• EXERCISE GOAL
Please restate every line below exactly, without any pictures.

Stored data

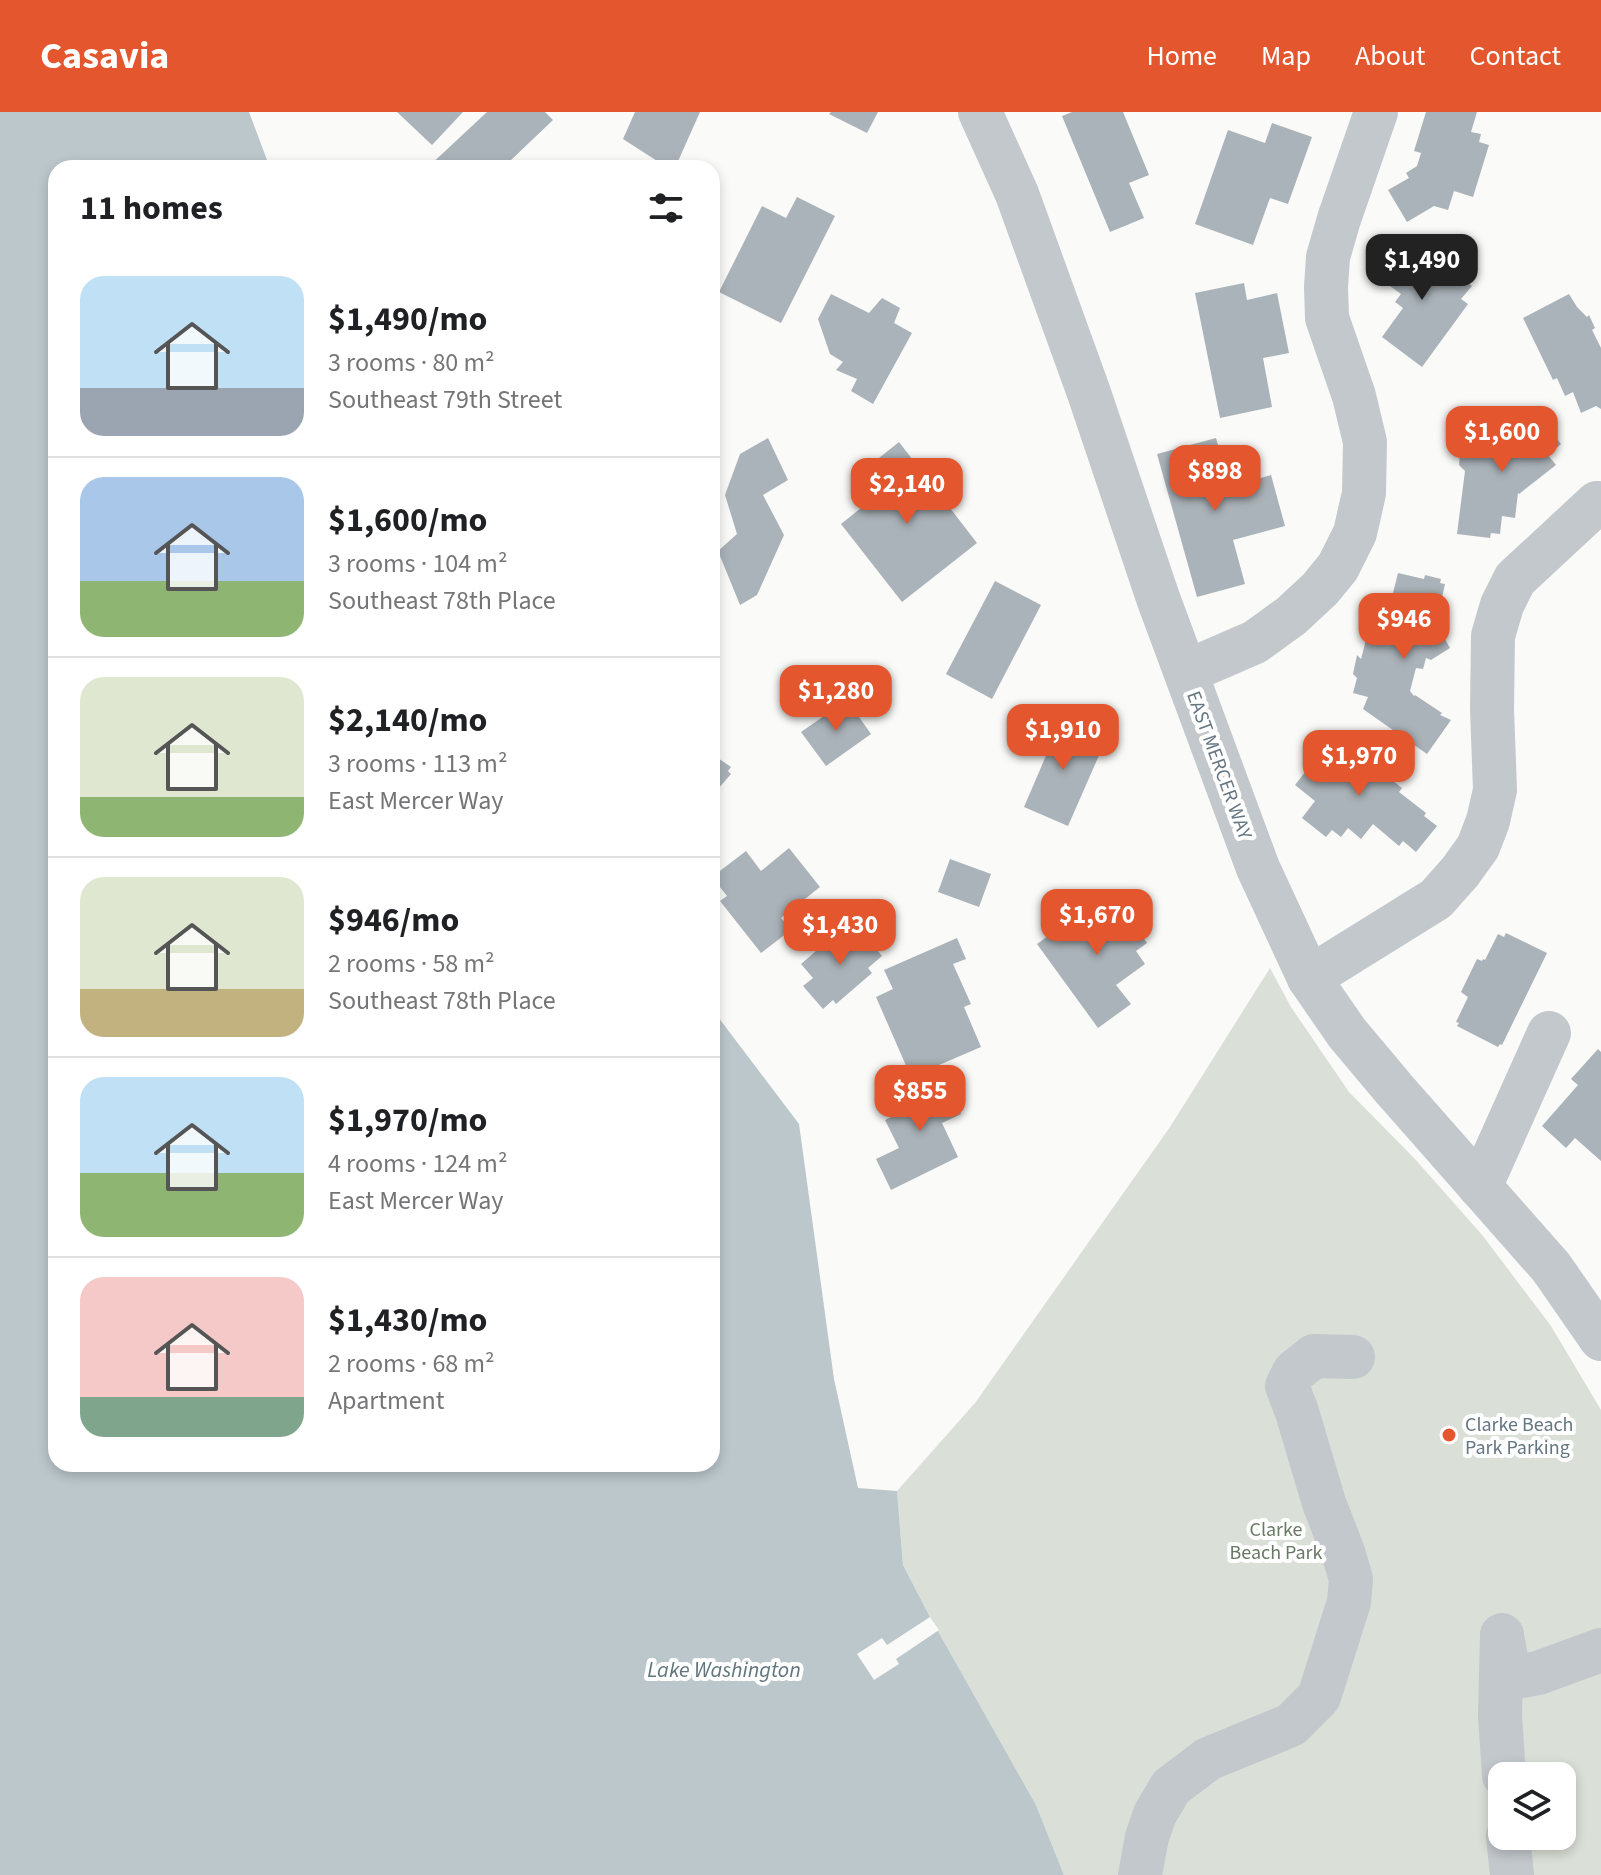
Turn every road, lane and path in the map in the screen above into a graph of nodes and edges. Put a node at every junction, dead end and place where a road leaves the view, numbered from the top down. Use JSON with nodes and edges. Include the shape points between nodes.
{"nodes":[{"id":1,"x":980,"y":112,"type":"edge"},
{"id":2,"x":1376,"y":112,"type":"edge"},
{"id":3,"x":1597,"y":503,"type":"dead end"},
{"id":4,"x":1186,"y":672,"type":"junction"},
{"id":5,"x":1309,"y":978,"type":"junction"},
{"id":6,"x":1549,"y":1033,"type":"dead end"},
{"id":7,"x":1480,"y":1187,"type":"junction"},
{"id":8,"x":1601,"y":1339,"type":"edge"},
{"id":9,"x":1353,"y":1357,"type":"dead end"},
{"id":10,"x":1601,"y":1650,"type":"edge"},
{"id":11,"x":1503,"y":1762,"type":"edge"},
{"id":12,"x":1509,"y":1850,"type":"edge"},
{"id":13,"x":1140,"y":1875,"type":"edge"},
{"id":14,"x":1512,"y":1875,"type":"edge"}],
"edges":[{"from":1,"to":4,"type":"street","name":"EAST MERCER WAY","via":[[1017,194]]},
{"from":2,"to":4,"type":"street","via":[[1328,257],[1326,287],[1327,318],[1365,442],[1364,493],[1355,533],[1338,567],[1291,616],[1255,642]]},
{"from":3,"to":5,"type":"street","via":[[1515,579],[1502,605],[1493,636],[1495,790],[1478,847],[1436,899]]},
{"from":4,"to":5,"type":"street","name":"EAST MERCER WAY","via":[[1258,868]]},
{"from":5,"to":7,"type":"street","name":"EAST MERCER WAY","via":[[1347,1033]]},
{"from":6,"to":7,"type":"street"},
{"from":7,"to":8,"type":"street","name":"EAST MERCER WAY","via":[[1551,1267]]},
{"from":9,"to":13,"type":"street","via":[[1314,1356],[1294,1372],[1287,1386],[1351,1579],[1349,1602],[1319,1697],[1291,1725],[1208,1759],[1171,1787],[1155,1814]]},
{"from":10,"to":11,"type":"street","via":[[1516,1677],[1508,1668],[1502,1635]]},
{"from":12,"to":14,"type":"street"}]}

• EXERCISE ANSWER
Turn every road, lane and path in the map in the screen above into a graph of nodes and edges. Put a node at every junction, dead end and place where a road leaves the view, numbered from the top down. Use JSON with nodes and edges. Include the shape points between nodes.
{"nodes":[{"id":1,"x":980,"y":112,"type":"edge"},
{"id":2,"x":1376,"y":112,"type":"edge"},
{"id":3,"x":1597,"y":503,"type":"dead end"},
{"id":4,"x":1186,"y":672,"type":"junction"},
{"id":5,"x":1309,"y":978,"type":"junction"},
{"id":6,"x":1549,"y":1033,"type":"dead end"},
{"id":7,"x":1480,"y":1187,"type":"junction"},
{"id":8,"x":1601,"y":1339,"type":"edge"},
{"id":9,"x":1353,"y":1357,"type":"dead end"},
{"id":10,"x":1601,"y":1650,"type":"edge"},
{"id":11,"x":1503,"y":1762,"type":"edge"},
{"id":12,"x":1509,"y":1850,"type":"edge"},
{"id":13,"x":1140,"y":1875,"type":"edge"},
{"id":14,"x":1512,"y":1875,"type":"edge"}],
"edges":[{"from":1,"to":4,"type":"street","name":"EAST MERCER WAY","via":[[1017,194]]},
{"from":2,"to":4,"type":"street","via":[[1328,257],[1326,287],[1327,318],[1365,442],[1364,493],[1355,533],[1338,567],[1291,616],[1255,642]]},
{"from":3,"to":5,"type":"street","via":[[1515,579],[1502,605],[1493,636],[1495,790],[1478,847],[1436,899]]},
{"from":4,"to":5,"type":"street","name":"EAST MERCER WAY","via":[[1258,868]]},
{"from":5,"to":7,"type":"street","name":"EAST MERCER WAY","via":[[1347,1033]]},
{"from":6,"to":7,"type":"street"},
{"from":7,"to":8,"type":"street","name":"EAST MERCER WAY","via":[[1551,1267]]},
{"from":9,"to":13,"type":"street","via":[[1314,1356],[1294,1372],[1287,1386],[1351,1579],[1349,1602],[1319,1697],[1291,1725],[1208,1759],[1171,1787],[1155,1814]]},
{"from":10,"to":11,"type":"street","via":[[1516,1677],[1508,1668],[1502,1635]]},
{"from":12,"to":14,"type":"street"}]}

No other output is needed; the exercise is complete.